In vitro coronary arteriole functional responses to large-conductance Ca²⁺-activated K⁺ (BK_Ca) channel α-subunit activation in nonsham sedentary control (CON), aortic-banded heart failure sedentary (HF), and aortic-banded heart failure interval exercise-trained (HF-IT) animals. A: exercise training prevents the decreased vasodilation in isolated coronary arterioles observed in HF animals after activation of the BK_Ca channel α-subunit by NS-1619 (repeated-measures ANOVA, P < 0.05). B and C: biochemical analysis of isolated coronary arterioles show no differences in BK_Ca channel α-subunit mRNA levels (B) or protein (C). D: representative Western blots of BK_Ca channel α-subunit and β-actin (loading control) arteriole protein levels. + CON, positive control – rat brain. A separate group of animals not included in the analysis of the present report were run on the original gel. Since these samples are not relevant to the present study, they have been removed from the gel as indicated by white dividing lines.

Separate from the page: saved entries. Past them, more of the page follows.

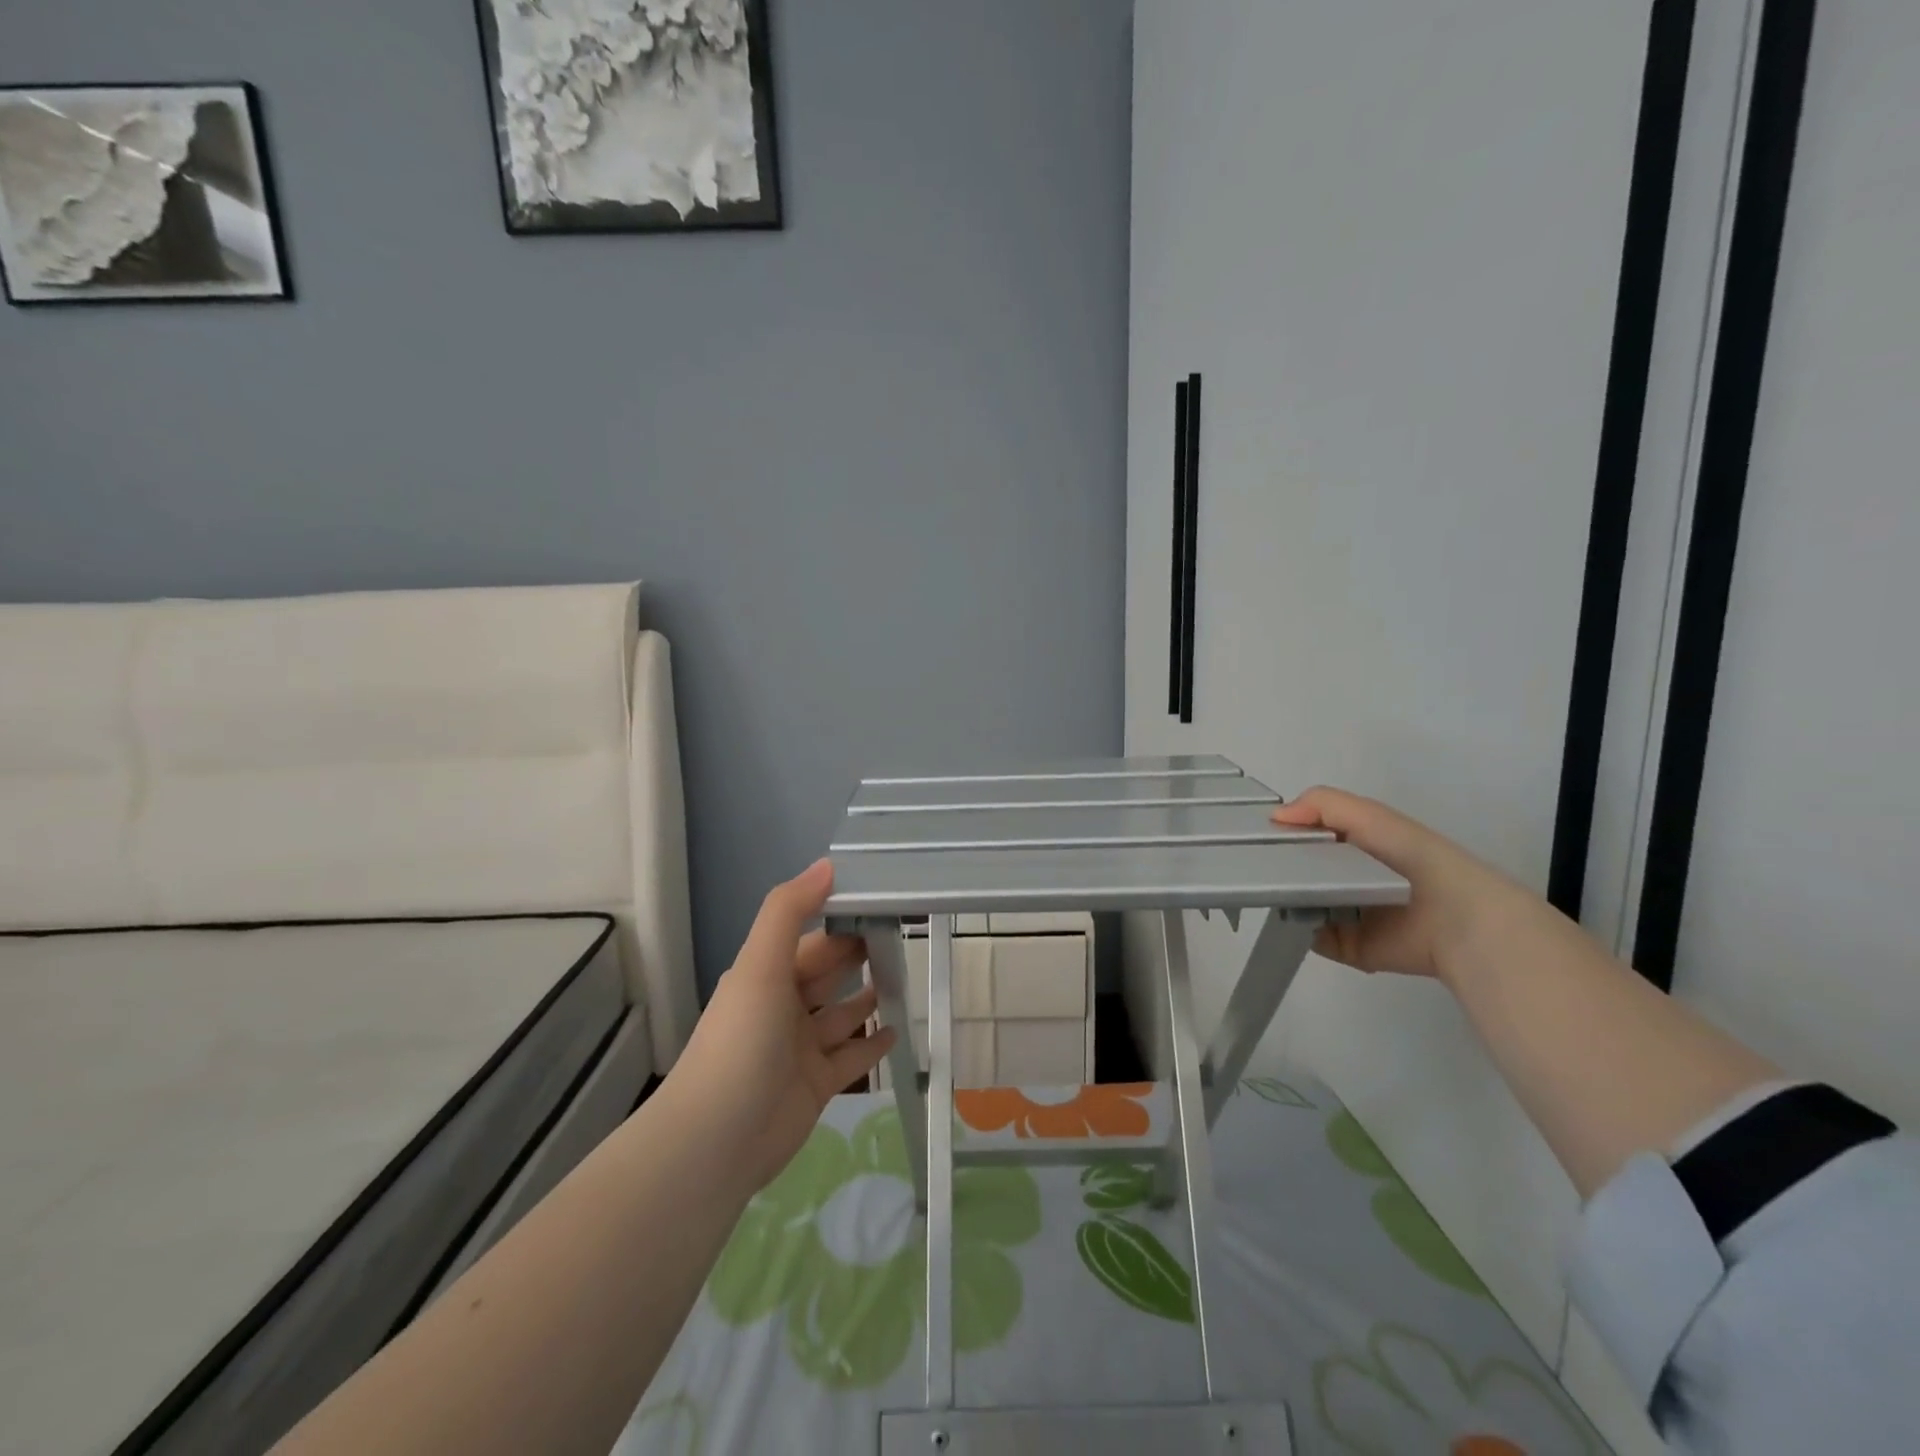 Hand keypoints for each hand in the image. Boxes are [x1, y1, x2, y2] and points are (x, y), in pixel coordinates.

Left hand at [671, 859, 895, 1192]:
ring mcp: (800, 1048)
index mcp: (767, 975)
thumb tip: (828, 863)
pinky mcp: (816, 1085)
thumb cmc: (742, 1041)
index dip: (842, 919)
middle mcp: (783, 1007)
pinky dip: (871, 1043)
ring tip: (904, 978)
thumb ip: (790, 911)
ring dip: (868, 996)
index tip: (883, 902)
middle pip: (828, 972)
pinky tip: (897, 1030)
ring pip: (841, 1013)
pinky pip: (851, 1057)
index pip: (812, 938)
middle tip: (903, 935)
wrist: (717, 1140)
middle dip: (858, 954)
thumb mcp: (761, 965)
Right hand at [1270, 787, 1518, 982]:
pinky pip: (1311, 936)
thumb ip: (1321, 804)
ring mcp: (1345, 914)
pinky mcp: (1347, 946)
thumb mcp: (1368, 815)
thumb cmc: (1411, 857)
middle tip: (1254, 863)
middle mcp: (1347, 879)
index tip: (1253, 833)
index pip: (1306, 835)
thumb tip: (1273, 817)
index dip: (1281, 832)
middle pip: (1297, 871)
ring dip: (1284, 898)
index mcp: (1354, 846)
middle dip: (1276, 867)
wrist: (1453, 917)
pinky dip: (1299, 928)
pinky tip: (1290, 915)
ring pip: (1300, 903)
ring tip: (1267, 889)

E: biotinylation analysis reveals no differences in the cellular distribution of the BK_Ca channel α-subunit in denuded right coronary artery samples. F: representative Western blot of membrane (mem) and cytosolic (cyt) BK_Ca channel α-subunit protein levels in the right coronary artery. + CON, positive control – CON arteriole sample from D. §Interaction effect: Group × Dose (P < 0.05); *post hoc vs. CON (P < 0.05); †post hoc vs. HF-IT (P < 0.05); #post hoc vs. CON (P < 0.10); ‡post hoc vs. HF-IT (P < 0.10). n = 6, 5, and 6 for CON, HF, and HF-IT, respectively, for A; n = 6, 6, and 7 for CON, HF, and HF-IT, respectively, for B–F.